Obrolan mereka bergulir, banyak hal yang mereka bahas. Perdebatan kecil pun tak luput dari mereka. Karena tertahan rindu dan mungkin jarak yang memisahkan membuat Azka tak berdaya saat Iis mulai naik pitam dan ujungnya tidak mau menerima teleponnya lagi. Azka masuk ke kabin dan menuju ke kamarnya. Di sana sudah ada Zie dan beberapa teman sekamarnya.

"Sini, Ka," panggil Zie yang duduk di lantai bersama yang lainnya.

Ada kacang dan berbagai minuman beralkohol di sana. Namun sepertinya Azka tak tertarik dengan itu. Sudah biasa bagi Azka melihat pemandangan itu. Mahmud ikut bergabung dengan mereka, meskipun tidak ikut minum.

"Aku mau langsung tidur saja, Chief." Azka menekuk wajahnya, lantas naik ke tempat tidurnya.

Dia memunggungi teman-temannya yang masih asyik bergurau sambil menenggak minuman beralkohol itu. Iis selalu mendesaknya untuk segera pulang dan melamarnya. Apa dia tidak berpikir? Baru saja Azka bekerja dan Iis memintanya untuk segera dinikahi? Azka mengingat kata-kata Iis, sebelum dia menutup teleponnya.

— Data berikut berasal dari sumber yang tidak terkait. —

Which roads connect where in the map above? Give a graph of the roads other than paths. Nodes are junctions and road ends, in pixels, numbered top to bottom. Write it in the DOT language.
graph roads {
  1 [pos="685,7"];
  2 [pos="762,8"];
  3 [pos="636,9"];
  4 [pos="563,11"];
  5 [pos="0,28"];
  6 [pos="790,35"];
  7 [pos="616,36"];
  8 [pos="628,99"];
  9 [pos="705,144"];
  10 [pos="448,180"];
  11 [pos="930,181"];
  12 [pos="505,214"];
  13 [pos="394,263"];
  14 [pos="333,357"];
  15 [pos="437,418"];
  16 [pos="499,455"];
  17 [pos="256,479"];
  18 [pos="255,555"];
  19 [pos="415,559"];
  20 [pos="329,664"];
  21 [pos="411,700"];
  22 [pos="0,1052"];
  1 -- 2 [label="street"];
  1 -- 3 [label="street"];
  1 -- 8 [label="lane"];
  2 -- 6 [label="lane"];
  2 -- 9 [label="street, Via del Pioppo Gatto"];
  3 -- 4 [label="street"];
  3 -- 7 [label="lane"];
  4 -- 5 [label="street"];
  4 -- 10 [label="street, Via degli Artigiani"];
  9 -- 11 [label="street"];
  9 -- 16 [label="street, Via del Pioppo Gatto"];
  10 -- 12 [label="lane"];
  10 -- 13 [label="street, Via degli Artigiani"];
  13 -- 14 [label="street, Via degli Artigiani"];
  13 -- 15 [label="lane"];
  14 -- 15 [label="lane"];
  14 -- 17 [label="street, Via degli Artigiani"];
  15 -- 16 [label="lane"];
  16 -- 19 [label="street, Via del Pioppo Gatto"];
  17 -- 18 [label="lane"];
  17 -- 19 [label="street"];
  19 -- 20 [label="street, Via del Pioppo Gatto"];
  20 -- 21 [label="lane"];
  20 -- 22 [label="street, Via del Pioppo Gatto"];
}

Ya sudah kalau kamu tidak mau memperjuangkanku! Aku bisa berjuang sendiri tanpa kamu!

Kata-kata itu entah mengapa membuat pikiran Azka terbebani.

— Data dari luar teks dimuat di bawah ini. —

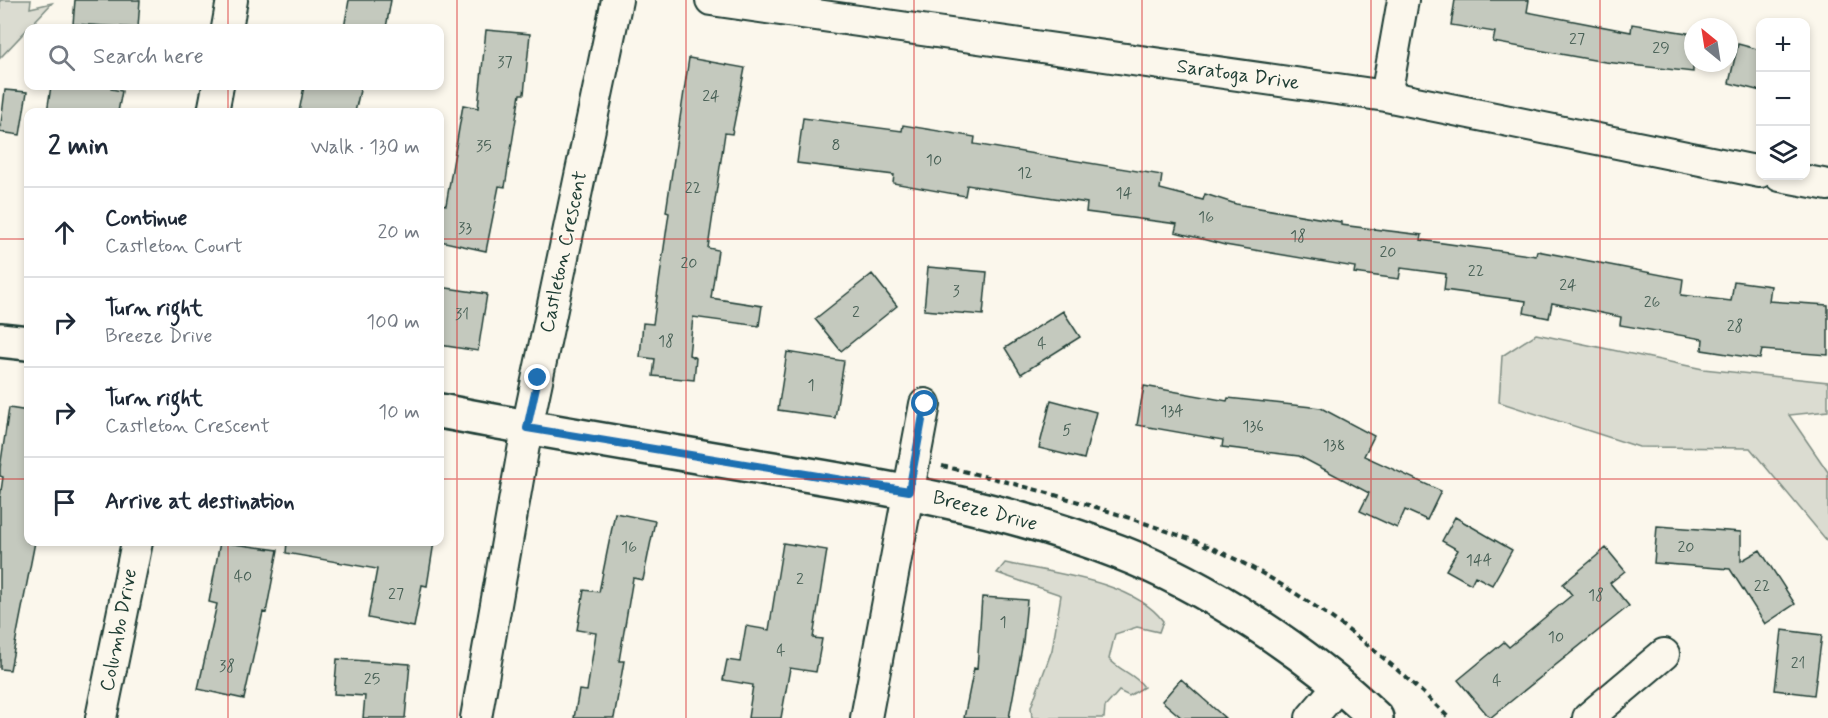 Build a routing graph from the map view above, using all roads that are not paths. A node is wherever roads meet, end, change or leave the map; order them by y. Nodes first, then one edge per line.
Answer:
1 (232, 0) edge
2 (617, 0) edge
3 (711, 0) edge
4 (1403, 0) edge
5 (228, 24) edge
6 (217, 90) edge
7 (1386, 96) junction
8 (214, 108) edge
9 (1756, 171) edge
10 (1801, 180) edge
11 (1828, 185) edge
12 (0, 340) edge
13 (24, 343) edge
14 (925, 404) dead end
15 (444, 412) edge
16 (527, 428) junction
17 (909, 491) junction
18 (136, 546) edge
19 (1664, 654) dead end
20 (1340, 684) junction
21 (101, 718) edge
22 (476, 718) edge
23 (866, 718) edge
24 (1311, 718) edge
25 (1376, 718) edge
26 (1588, 718) edge

1 - 5 street
2 - 16 street, Castleton Crescent
3 - 7 street, Saratoga Drive
4 - 7 street
6 - 8 street
7 - 9 street, Saratoga Drive
10 - 11 street
12 - 13 street
14 - 17 street
15 - 16 street, Breeze Drive
16 - 17 street, Breeze Drive
16 - 22 street, Castleton Crescent
17 - 20 street, Breeze Drive
17 - 23 street
18 - 21 street, Columbo Drive
19 - 26 street
20 - 24 street
20 - 25 street, Breeze Drive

Seandainya kamu dapat bersabar dan memahami keadaanku sekarang, Is. Siapa sih yang nggak mau berjuang sama kamu? Aku saat ini sedang berjuang demi masa depan kita. Kamu terlalu egois dan tidak mau membuka matamu, melihat keadaanku. Yang kamu lakukan selama ini hanya menuntutku untuk melakukan hal sesuai kehendakmu, tanpa kamu berpikir, apakah aku bisa melakukannya? Apa aku mampu menyanggupinya, untuk saat ini? Azka membatin menghela napasnya dalam.

Memikirkan Iis membuat kepalanya sakit dan hatinya risau. Akhirnya Azka memilih untuk menutup matanya di tengah tawa keras teman-temannya.

#########

Sedih kalau lihat cewek begitu. Egois! Huh! Sebel sama kamu aku Is, kamu nggak kasihan sama Mas Azka ku yang cape kerja sampai kurus.